À M. FERDINAND HILLER.


Paris, 1829.

Mon cher Ferdinand,

Il faut que je vous écrive encore ce soir ; cette lettre ne sera peut-être pas plus heureuse que les autres… mais n’importe. Pourriez-vous me dire ce que c’est que cette puissance d’émotion, cette faculté de souffrir qui me tue ? Demandez à votre ange… à ce séraphin qui vous a ouvert la porte des cieux !… Ne gémissons pas !… mon feu s’éteint, attendez un instant… O mon ami, savez-vous ?… J’ai brûlé, pour l’allumer, le manuscrit de mon élégie en prose !… des larmes toujours, des larmes sympathiques ; je vois Ophelia en verser, j’entends sa voix tragique, les rayons de ses yeux sublimes me consument.

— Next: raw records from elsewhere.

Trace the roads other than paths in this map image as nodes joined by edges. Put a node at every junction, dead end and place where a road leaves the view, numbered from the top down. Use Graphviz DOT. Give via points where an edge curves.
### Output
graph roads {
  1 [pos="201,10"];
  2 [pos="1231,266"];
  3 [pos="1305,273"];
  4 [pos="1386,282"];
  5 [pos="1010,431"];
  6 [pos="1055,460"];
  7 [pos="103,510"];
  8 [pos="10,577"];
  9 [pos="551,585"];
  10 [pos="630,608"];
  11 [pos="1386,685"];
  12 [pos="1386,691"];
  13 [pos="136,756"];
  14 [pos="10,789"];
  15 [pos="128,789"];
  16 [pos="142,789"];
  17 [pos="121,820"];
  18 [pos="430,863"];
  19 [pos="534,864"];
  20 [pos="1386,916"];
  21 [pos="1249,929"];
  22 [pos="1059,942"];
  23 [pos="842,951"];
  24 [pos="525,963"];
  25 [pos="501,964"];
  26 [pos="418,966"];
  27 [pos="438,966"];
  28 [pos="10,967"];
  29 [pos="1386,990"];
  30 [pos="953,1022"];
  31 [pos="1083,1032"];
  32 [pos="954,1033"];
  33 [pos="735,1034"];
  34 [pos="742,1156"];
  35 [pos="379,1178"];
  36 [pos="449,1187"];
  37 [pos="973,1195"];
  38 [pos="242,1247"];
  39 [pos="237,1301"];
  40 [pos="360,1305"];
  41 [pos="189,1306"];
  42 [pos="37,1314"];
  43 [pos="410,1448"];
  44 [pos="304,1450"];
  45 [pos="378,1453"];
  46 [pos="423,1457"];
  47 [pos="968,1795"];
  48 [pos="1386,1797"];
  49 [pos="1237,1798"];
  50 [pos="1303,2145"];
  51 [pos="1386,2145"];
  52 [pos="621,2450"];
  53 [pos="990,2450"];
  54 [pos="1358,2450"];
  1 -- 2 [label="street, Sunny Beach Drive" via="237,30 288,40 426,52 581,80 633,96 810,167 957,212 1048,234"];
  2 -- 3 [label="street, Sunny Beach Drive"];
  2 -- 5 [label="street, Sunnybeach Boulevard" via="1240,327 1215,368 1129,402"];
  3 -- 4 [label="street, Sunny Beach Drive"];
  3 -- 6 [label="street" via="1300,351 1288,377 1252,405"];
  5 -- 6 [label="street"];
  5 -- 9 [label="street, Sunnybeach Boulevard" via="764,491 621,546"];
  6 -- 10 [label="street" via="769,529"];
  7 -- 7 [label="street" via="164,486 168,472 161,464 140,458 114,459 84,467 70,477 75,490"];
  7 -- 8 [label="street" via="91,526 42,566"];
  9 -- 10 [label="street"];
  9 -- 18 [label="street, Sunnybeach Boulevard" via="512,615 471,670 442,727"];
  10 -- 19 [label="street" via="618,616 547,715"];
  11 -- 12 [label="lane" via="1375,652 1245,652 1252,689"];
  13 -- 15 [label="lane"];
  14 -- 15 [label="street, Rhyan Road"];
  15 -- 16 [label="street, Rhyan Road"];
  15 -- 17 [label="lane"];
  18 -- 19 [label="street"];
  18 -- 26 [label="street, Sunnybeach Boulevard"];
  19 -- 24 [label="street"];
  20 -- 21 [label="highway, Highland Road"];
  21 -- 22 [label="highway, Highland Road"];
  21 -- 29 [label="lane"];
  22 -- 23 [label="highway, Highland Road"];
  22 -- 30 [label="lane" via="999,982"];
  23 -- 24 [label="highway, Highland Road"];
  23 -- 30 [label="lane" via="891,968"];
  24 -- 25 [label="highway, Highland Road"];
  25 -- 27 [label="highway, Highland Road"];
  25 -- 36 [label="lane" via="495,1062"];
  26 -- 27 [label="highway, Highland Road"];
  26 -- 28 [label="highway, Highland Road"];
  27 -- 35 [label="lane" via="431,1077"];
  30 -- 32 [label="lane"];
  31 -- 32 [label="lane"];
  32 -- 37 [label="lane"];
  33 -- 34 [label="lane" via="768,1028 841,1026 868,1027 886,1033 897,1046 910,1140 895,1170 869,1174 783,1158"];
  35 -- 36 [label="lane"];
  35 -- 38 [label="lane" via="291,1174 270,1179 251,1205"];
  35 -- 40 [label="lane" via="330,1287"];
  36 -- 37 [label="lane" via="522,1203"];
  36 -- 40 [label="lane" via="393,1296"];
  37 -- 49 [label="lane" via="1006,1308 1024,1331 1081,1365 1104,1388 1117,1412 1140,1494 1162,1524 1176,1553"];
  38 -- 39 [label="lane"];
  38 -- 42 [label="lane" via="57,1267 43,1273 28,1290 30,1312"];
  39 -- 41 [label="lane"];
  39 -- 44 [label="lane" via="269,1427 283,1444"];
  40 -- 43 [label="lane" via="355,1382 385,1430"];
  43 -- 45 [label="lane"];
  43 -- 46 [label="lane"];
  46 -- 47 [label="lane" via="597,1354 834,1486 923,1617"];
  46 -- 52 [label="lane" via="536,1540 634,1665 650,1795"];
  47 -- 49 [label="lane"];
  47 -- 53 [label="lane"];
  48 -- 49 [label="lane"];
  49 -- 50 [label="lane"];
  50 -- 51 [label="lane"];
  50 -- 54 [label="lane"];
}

O mon ami, je suis bien malheureux ; c’est inexprimable !

J’ai demeuré bien du temps à sécher l’eau qui tombe de mes yeux… — En attendant, je crois voir Beethoven qui me regarde sévèrement, Spontini guéri de mes maux, qui me considère d’un air de pitié plein d’indulgence, et Weber qui semble me parler à l’oreille comme un esprit familier habitant une région bienheureuse où il m’attend pour me consoler.

Tout ceci est fou… complétement fou, pour un joueur de dominos du café de la Régence ou un membre de l’Institut…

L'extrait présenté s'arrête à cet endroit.